MA Financial Posts Strong Earnings Growth

Company News

by Finance News Network


MA Financial Group has reported robust earnings for the full year, fuelled by strong performance in its private credit and lending divisions. The ASX-listed company, which provides asset management, lending, and corporate advisory services, saw significant growth across its operations. MA Financial specialises in providing financial solutions and strategic advice to its clients. The group also facilitates access to a diverse range of investment opportunities.

Underlying revenue for the 12 months ending December 31 reached $382.4 million, a 25 per cent increase compared to the previous year. This growth was evident across all divisions. Asset management revenue rose by 15 per cent, boosted by expansion in private credit funds and real estate acquisitions, including Top Ryde City shopping centre and Hyperdome Town Square. Lending and technology revenue experienced a substantial 59 per cent surge, driven by the growth of MA Money and Finsure’s managed loans and broker numbers. Corporate advisory and equities revenue also increased, climbing 23 per cent.
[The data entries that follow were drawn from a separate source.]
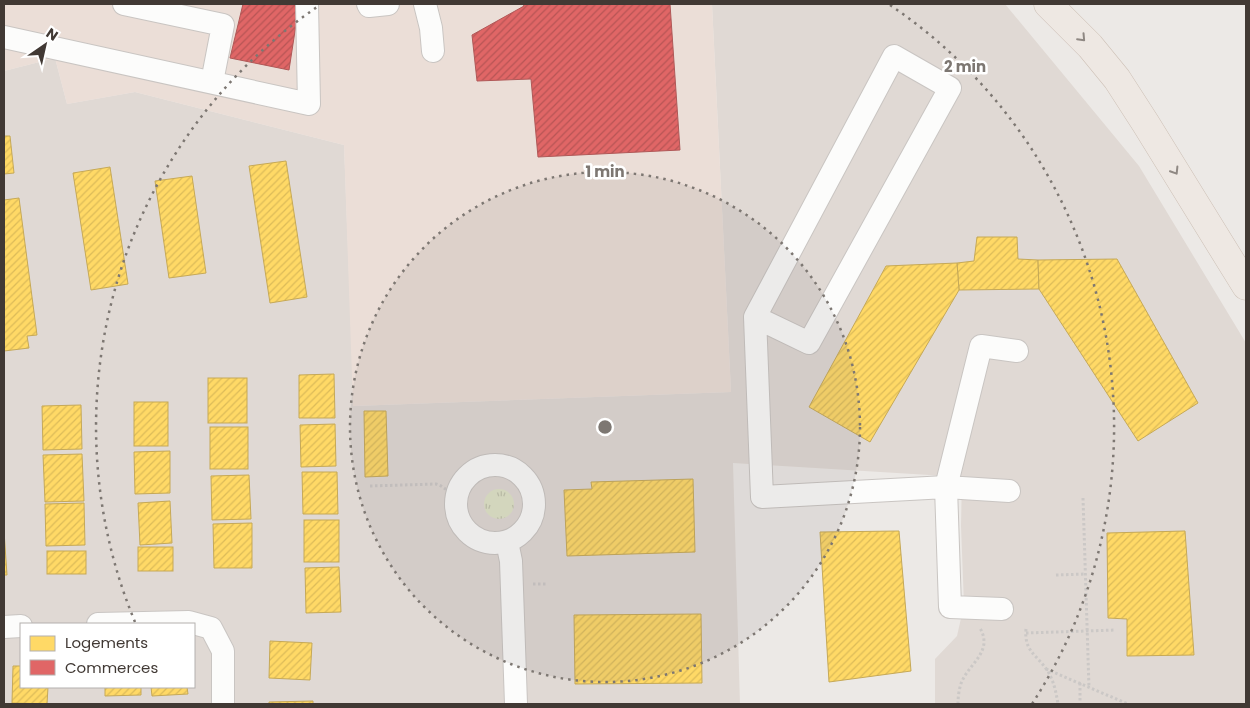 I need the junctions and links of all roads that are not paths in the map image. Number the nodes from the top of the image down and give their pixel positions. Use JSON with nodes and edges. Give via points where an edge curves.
{"nodes":[{"id":1,"x":124,"y":4,"type":"edge"},
{"id":2,"x":307,"y":4,"type":"edge"},
{"id":3,"x":368,"y":4,"type":"edge"},
{"id":4,"x":388,"y":4,"type":"edge"},
{"id":5,"x":424,"y":4,"type":"edge"},
{"id":6,"x":1048,"y":4,"type":"edge"},
{"id":7,"x":4,"y":37,"type":"edge"},
{"id":8,"x":434,"y":51,"type":"dead end"},
{"id":9,"x":212,"y":82,"type":"junction"},
{"id":10,"x":1246,"y":286,"type":"edge"},
{"id":11,"x":755,"y":317,"type":"junction"},
{"id":12,"x":1017,"y":351,"type":"dead end"},
{"id":13,"x":946,"y":488,"type":"junction"},
{"id":14,"x":1009,"y":491,"type":"dead end"},
{"id":15,"x":507,"y":542,"type":"junction"},
{"id":16,"x":1002,"y":609,"type":"dead end"},
{"id":17,"x":143,"y":623,"type":"edge"},
{"id":18,"x":192,"y":623,"type":"edge"},
{"id":19,"x":195,"y":624,"type":"edge"},
{"id":20,"x":4,"y":626,"type":"edge"},
{"id":21,"x":20,"y":626,"type":"edge"},
{"id":22,"x":223,"y":704,"type":"edge"},
{"id":23,"x":516,"y":704,"type":"edge"}],
"edges":[{"from":1,"to":9,"type":"street","via":[[223,25]]},
{"from":2,"to":9,"type":"street","via":[[309,104]]},
{"from":3,"to":4,"type":"street"},
{"from":5,"to":8,"type":"street"},
{"from":6,"to":10,"type":"main road","one_way":true,"via":[[1090,46],[1117,80]]},
{"from":7,"to":9,"type":"street"},
{"from":11,"to":11,"type":"street","via":[[894,56],[950,88],[809,343]]},
{"from":11,"to":13,"type":"street","via":[[762,497]]},
{"from":12,"to":13,"type":"street","via":[[981,346]]},
{"from":13,"to":14,"type":"street"},
{"from":13,"to":16,"type":"street","via":[[950,607]]},
{"from":15,"to":15,"type":"street","via":[[523,533],[533,516],[534,497],[522,475],[505,466],[483,467],[464,480],[456,497],[458,515],[471,536],[488,543]]},
{"from":15,"to":23,"type":"street","via":[[512,575]]},
{"from":17,"to":18,"type":"street"},
{"from":19,"to":22,"type":"street","via":[[211,628],[223,651]]},
{"from":20,"to":21,"type":"street"}]}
The group’s underlying EBITDA rose by 30 per cent to $113 million. Assets under management increased significantly, climbing 49 per cent to $15.3 billion, including $4.5 billion added in the second half of the year. The MA Money loan book grew 148 per cent to $5.2 billion, with the net interest margin improving to 1.4 per cent. A fully franked final dividend of 14 cents per share was declared, payable on March 17.
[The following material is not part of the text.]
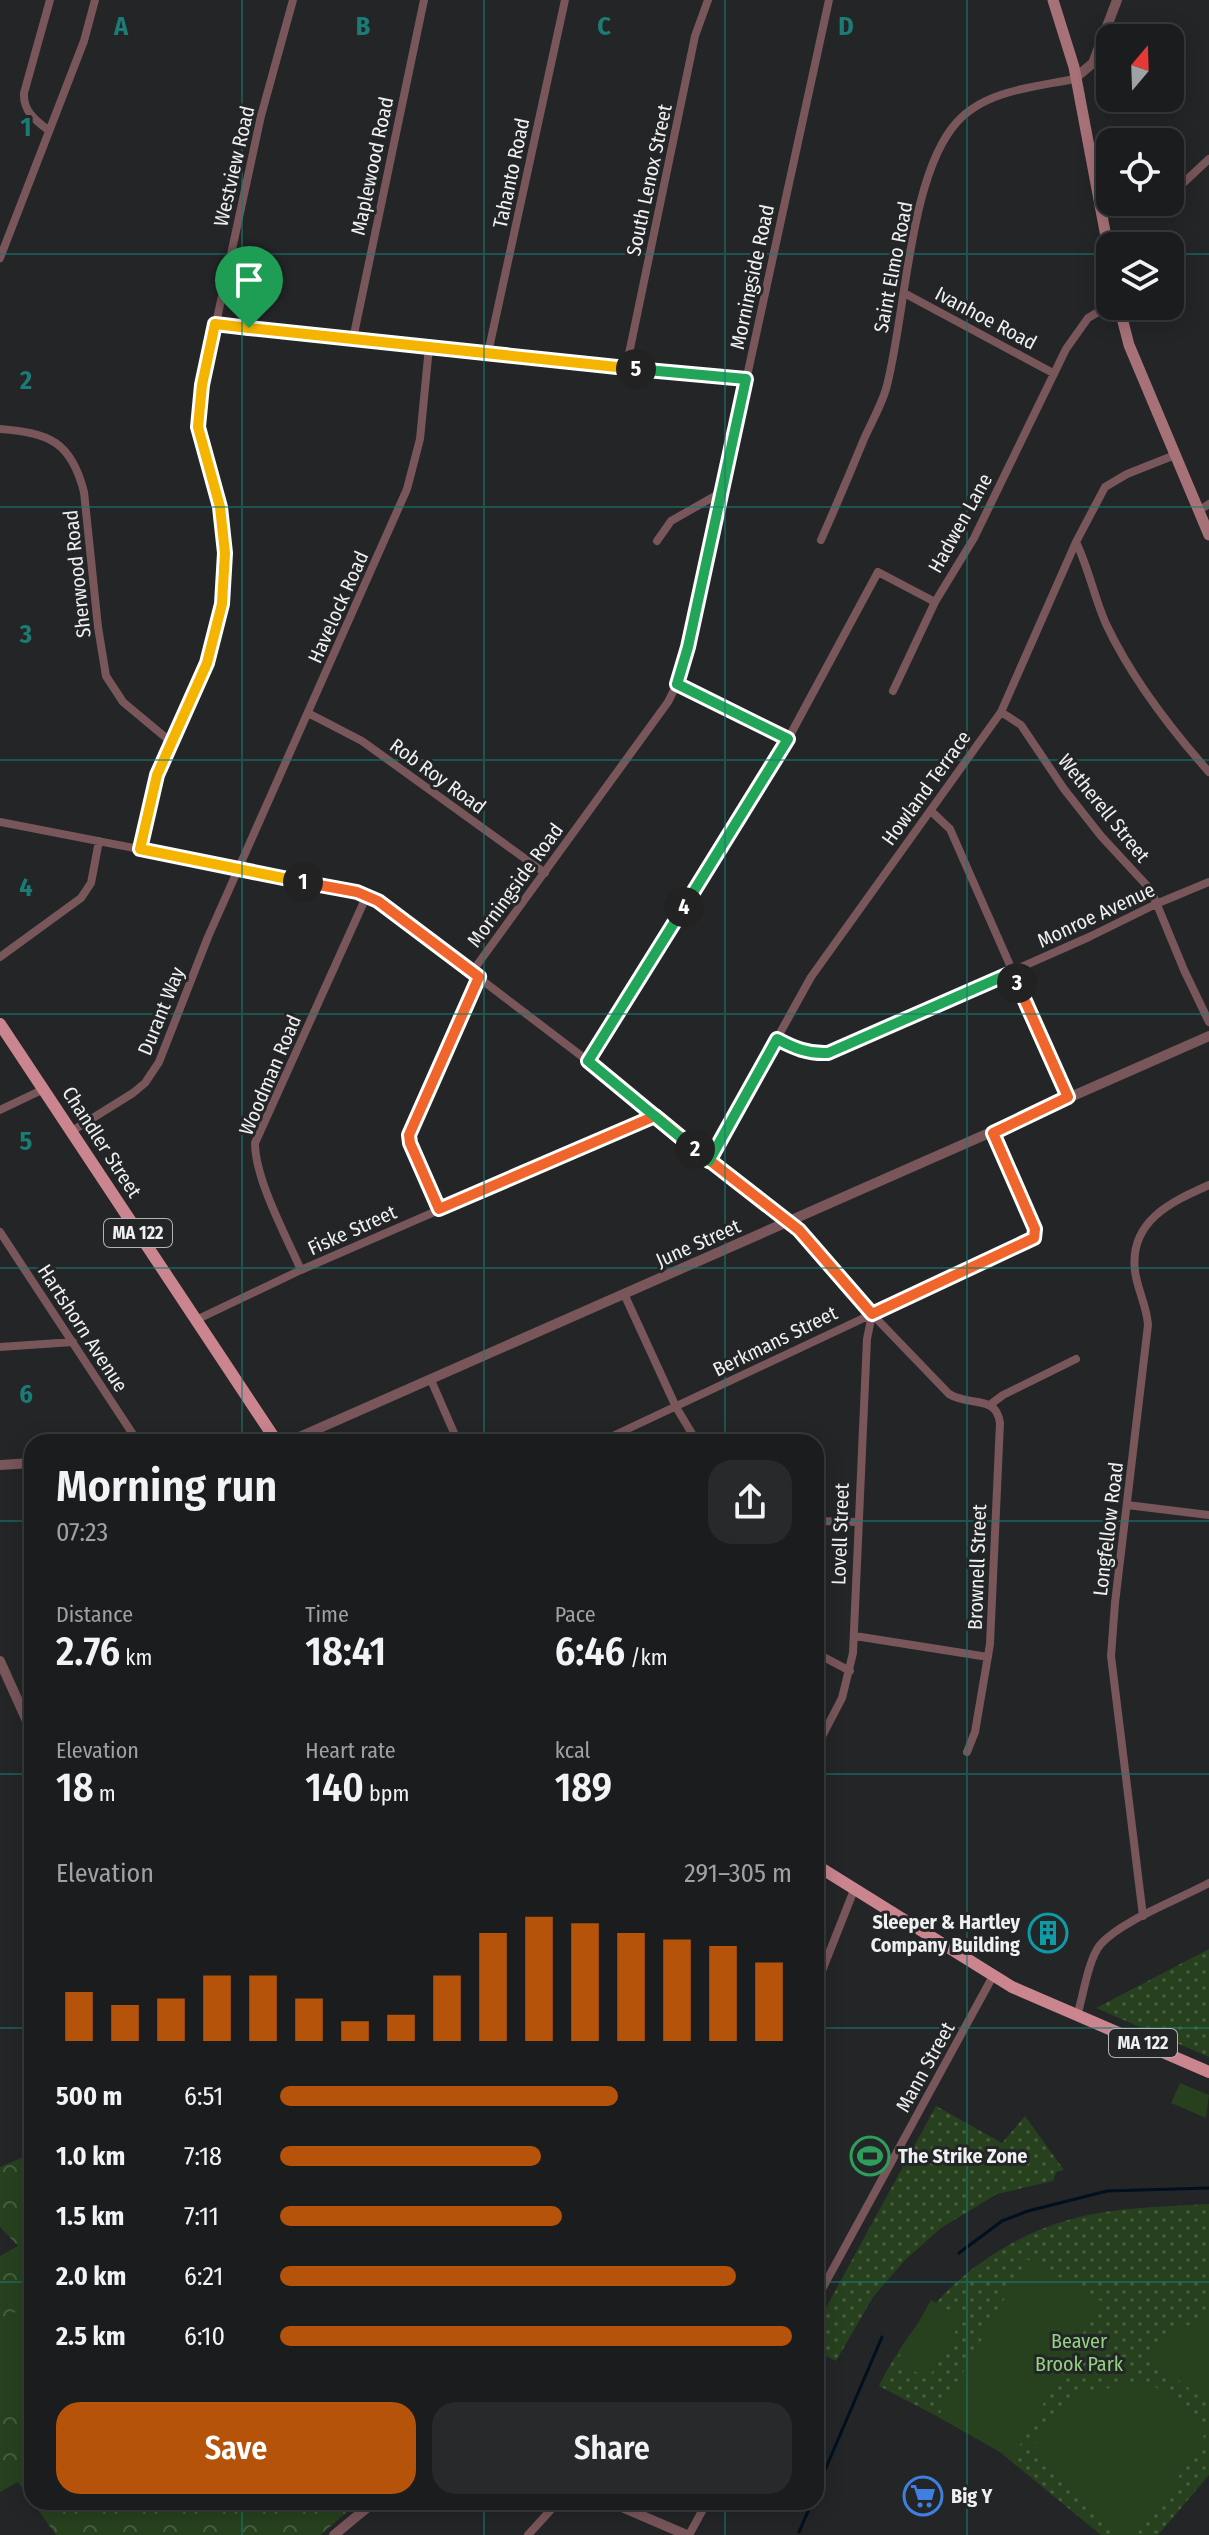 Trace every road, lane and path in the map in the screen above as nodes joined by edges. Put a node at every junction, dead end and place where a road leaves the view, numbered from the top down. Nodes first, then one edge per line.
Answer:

Joint chief executives Julian Biggins and Christopher Wyke noted the strengthening momentum throughout the year. They highlighted the solid performance of private credit funds, the increased scale of the core real estate business following the IP Generation acquisition, and the exceptional growth of MA Money. The company anticipates a more supportive transactional environment, with management expecting underlying earnings per share in FY26 to be materially higher than FY25.